1. Start the capture listener on havoc, bound to [::1]:34719:

scp docs/research/protocol/s2c-self-experiment/iosmux-spike-listener.py \
    havoc:/tmp/iosmux-spike-listener.py
ssh havoc 'python3 /tmp/iosmux-spike-listener.py --outdir /tmp/iosmux-capture'

Leave that running in a foreground terminal — it prints one line per accept() and writes per-session files.

1. Trigger CDS to reach for the tunnel. Easiest path: restart CoreDeviceService and run devicectl list devices, or click Pair in Xcode's Devices window. Both make CDS consult tunneld, get back the spike-overridden endpoint, and try to connect to [::1]:34719.

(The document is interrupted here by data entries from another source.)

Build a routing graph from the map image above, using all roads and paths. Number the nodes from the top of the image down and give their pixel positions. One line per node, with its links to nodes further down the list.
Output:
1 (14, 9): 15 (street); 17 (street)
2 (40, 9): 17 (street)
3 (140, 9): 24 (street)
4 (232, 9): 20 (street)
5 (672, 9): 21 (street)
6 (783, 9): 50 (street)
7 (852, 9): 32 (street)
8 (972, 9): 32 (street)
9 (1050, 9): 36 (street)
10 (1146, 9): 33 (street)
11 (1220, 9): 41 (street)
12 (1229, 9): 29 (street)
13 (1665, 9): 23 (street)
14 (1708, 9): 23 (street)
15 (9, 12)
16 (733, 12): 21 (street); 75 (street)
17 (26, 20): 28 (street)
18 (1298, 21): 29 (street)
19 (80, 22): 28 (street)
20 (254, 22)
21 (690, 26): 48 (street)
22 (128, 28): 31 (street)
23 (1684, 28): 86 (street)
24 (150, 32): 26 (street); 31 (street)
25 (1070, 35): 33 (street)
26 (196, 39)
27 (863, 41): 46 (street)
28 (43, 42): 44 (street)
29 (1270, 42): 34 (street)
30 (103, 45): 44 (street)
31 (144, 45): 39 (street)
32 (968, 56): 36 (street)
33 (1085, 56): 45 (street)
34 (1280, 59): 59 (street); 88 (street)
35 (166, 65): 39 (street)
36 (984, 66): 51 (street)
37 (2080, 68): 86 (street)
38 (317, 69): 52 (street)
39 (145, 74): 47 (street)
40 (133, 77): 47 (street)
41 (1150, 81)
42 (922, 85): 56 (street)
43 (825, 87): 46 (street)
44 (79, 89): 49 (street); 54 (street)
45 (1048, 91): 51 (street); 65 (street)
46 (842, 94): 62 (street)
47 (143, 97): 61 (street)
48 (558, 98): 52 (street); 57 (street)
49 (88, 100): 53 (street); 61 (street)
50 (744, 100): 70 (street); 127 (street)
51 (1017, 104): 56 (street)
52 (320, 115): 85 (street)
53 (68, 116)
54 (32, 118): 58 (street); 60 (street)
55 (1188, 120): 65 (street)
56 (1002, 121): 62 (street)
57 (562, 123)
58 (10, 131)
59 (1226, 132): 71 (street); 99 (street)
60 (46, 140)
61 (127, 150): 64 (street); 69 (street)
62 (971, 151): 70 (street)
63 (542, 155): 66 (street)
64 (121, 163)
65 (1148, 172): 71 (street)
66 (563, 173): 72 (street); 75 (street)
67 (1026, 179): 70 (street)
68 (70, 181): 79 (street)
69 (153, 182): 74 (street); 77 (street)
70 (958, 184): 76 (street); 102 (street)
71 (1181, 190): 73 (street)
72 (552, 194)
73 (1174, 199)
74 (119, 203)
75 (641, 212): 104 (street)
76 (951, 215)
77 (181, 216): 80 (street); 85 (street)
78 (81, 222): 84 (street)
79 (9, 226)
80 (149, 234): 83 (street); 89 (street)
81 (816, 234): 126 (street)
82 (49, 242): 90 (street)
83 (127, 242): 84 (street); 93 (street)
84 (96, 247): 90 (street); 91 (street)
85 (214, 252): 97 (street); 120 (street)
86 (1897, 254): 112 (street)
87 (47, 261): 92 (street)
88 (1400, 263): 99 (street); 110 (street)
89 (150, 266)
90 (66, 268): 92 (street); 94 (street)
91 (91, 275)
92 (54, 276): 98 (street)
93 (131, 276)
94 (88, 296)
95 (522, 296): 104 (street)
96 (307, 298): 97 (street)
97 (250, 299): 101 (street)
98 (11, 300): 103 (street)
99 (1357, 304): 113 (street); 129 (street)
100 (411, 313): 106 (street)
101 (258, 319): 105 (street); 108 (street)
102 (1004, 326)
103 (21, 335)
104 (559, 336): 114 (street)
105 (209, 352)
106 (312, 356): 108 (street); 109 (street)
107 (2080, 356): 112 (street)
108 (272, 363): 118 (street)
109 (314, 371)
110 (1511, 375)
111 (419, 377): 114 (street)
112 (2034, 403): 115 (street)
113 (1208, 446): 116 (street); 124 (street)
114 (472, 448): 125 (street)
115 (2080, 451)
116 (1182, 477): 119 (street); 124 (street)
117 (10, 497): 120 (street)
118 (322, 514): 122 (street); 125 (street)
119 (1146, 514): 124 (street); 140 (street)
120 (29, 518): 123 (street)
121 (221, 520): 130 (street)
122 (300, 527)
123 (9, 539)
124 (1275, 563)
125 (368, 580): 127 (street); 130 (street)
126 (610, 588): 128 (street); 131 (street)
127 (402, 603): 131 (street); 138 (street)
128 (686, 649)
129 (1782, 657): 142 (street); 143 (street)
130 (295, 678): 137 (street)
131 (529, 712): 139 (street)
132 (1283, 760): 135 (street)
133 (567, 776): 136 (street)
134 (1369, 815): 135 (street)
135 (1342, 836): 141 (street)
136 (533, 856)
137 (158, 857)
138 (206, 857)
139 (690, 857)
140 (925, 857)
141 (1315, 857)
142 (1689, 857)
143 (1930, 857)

ssh havoc-root 'killall CoreDeviceService 2>/dev/null || true'
ssh havoc 'devicectl list devices 2>&1 | tail -10'

1. Collect results — stop the listener (Ctrl-C) and pull all three log sources:

mkdir -p docs/research/protocol/s2c-self-experiment/results
scp havoc:/tmp/iosmux_wire.log \
    docs/research/protocol/s2c-self-experiment/results/
scp -r havoc:/tmp/iosmux-capture \
    docs/research/protocol/s2c-self-experiment/results/
scp havoc:/tmp/iosmux-tunneld-spike.log \
    docs/research/protocol/s2c-self-experiment/results/

• iosmux_wire.log — sandbox probe errno + every interposed nw_connection_* call with (pid, tid, args) — answers Y and Z
• iosmux-capture/session-NN-* — bytes CDS sent to the spike endpoint and what we sent back — answers the client half of X

• iosmux-tunneld-spike.log — tunneld's own stderr, useful if anything went sideways

• Revert to stock tunneld when done (so the normal device flow works again for other sessions):

ssh havoc-root 'pkill -f "pymobiledevice3 remote tunneld" || true'
./scripts/iosmux-restore.sh   # restarts stock tunneld, no env var

What "success" looks like

• /tmp/iosmux_wire.log has a === sandbox probe end === block with errno=0 (or at least a clear EPERM) for each of the four syscall tests. Blocker Z closed.
• /tmp/iosmux_wire.log has at least one nw_connection_create_with_connected_socket fd=X params=Y line whose pid=N field matches a CDS instance we control. Blocker Y closed.
• iosmux-capture/session-01.log has *** HTTP/2 preface matched *** followed by at least one FRAME type=SETTINGS from the client. Blocker X (client half) closed. If instead it shows *** preface MISMATCH *** first byte=0x16 then the earlier "no TLS" assumption is wrong and we pivot to investigating PSK.

What the experiment closed

Ran on 2026-04-13 against the patched pymobiledevice3 v9.9.1 + the iosmux inject with iosmux_wire_logger.m added. Results land in FINDINGS.md and the raw artifacts in results/. Short version:

• Blocker X (client protocol) — plain prior-knowledge h2c, no TLS. RemoteXPC DATA frames on streams ⅓ with XpcWrapper magic bytes matching pymobiledevice3's xpc_message.py.
• Blocker Y (which PID) — same PID our inject loads into. Current LC_LOAD_DYLIB coverage is sufficient.
• Blocker Z (sandbox) — all four syscall probes passed. AF_UNIX + socketpair + /tmp bind + SCM_RIGHTS are all legal inside CoreDeviceService's sandbox.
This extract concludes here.